Does saliva help heal wounds?

We’ve all heard the expression, “licking your wounds.” In the popular vernacular, it means taking the time to recover from a setback or trauma. It was most likely inspired by the image of wounded animals retreating to lick their wounds after they were injured. A dog that was bitten in a fight will lick the bite in an attempt to sooth the pain. Maybe it isn’t that surprising that some people have started to wonder if there is something to licking your wounds. Is it possible that saliva has healing properties? Scientists have begun to look at that question and it turns out that there might just be something to the idea of licking your wounds. However, it isn’t as simple as behaving like a cat and licking yourself so don’t start suddenly licking any scrapes, cuts, and bites you receive.

What do we know about the healing properties of saliva?

For one thing, cuts and other wounds in the mouth heal faster than similar cuts and wounds anywhere else on the body. That is surprising when you stop to consider that the human mouth is filthy and contains hundreds of varieties of bacteria and they are present in the mouth in their millions. That being so, how can wounds heal faster in the bacteria factory of the mouth?

Scientists in the Netherlands asked that question and conducted research into the healing properties of human saliva to answer it. They began by scraping layers of epithelial cells and placing them in petri dishes. The cultured cells were then “wounded” by scraping a small piece of the cell layer away. Some of the wounds were then treated with saliva while others were treated with a regular isotonic solution. The scientists found that the wounds treated with saliva were closed after sixteen hours while the wounds that were not treated with saliva were still open. This provided strong evidence that saliva was indeed accelerating the healing of wounds in the mouth.

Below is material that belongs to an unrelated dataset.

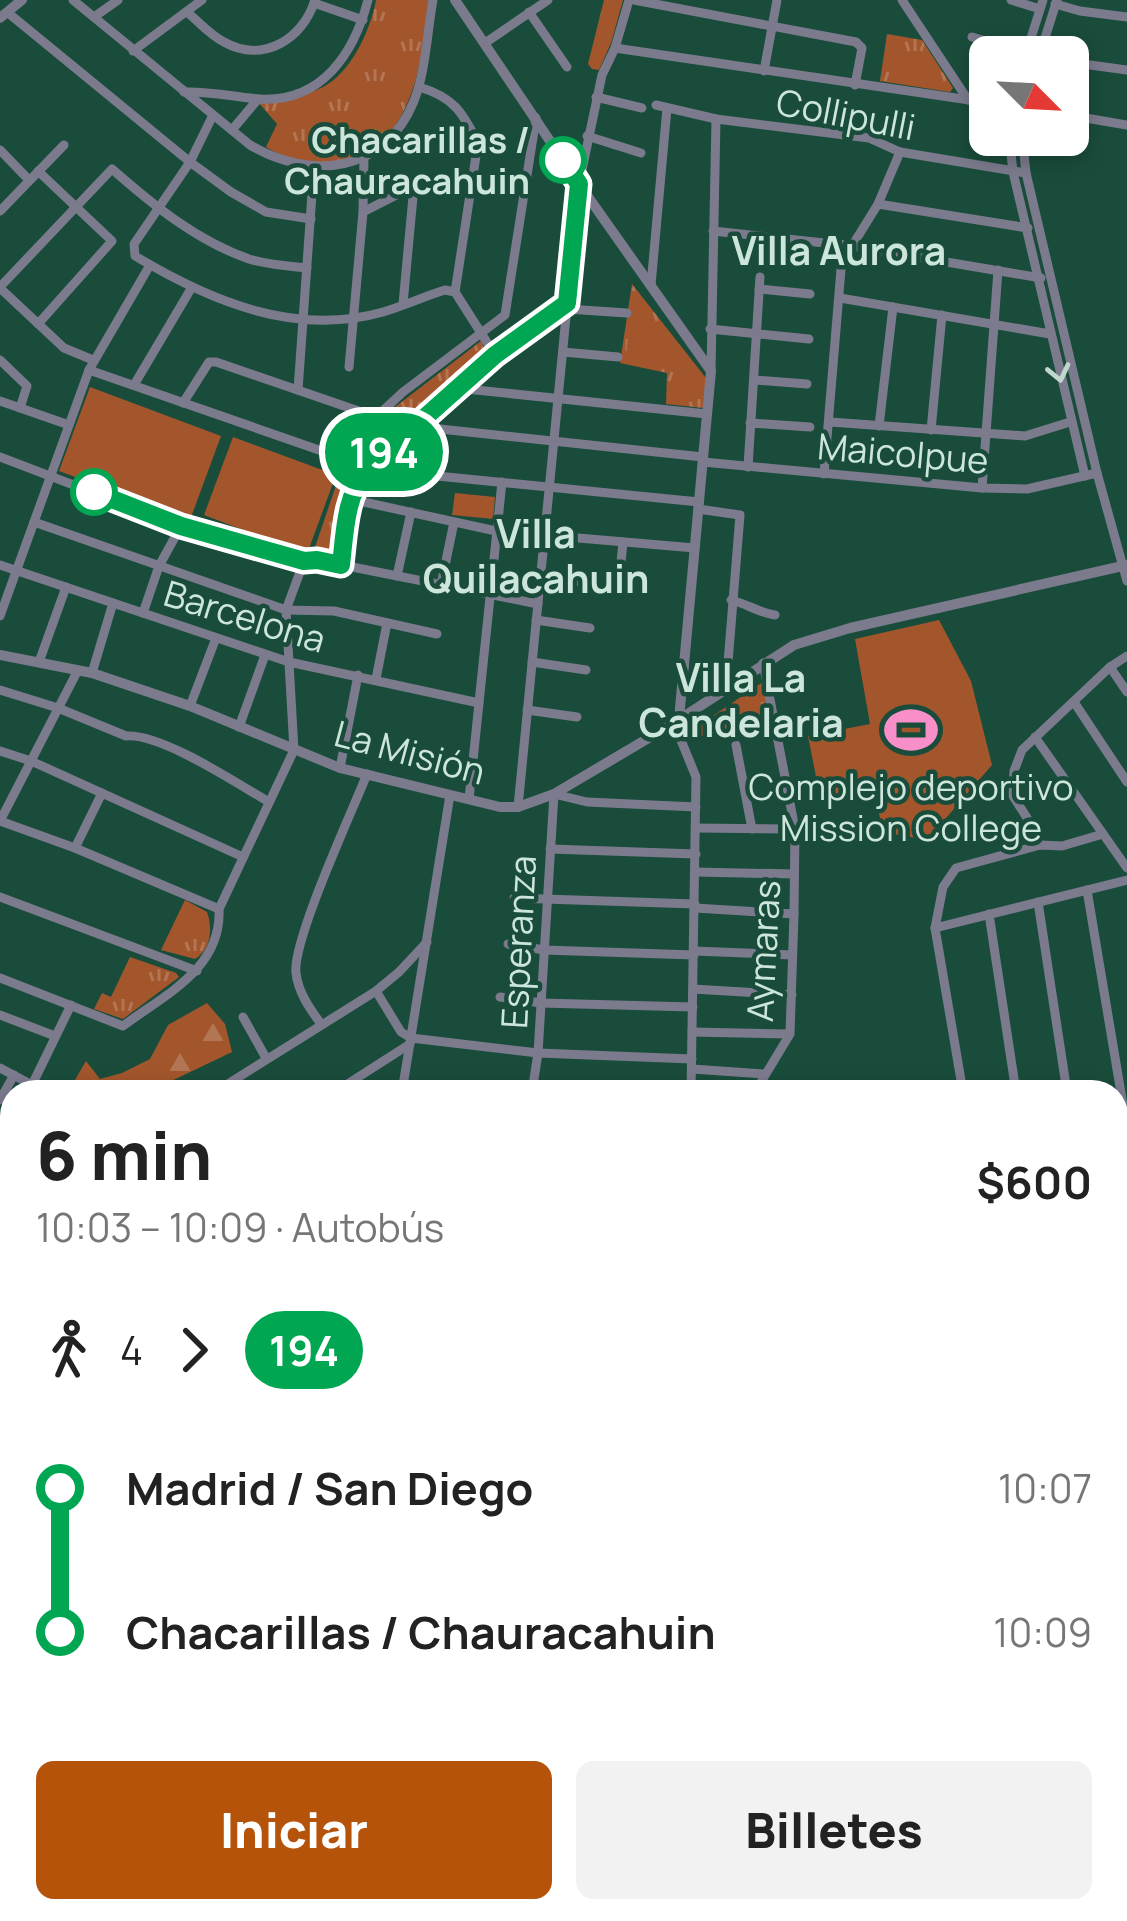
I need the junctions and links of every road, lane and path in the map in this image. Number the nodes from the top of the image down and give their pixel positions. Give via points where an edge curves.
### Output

The next step was to identify which component in saliva is responsible for the healing. Saliva has many components to it. The scientist continued their experiment by breaking saliva into its components and testing each to see which accelerated healing. Using that method, they isolated histatin. So, histatin has the potential to heal wounds, including the open, non-healing wounds of diabetics.

Who knows, maybe someday there will be an ointment made from histatin that you can use to treat your wounds!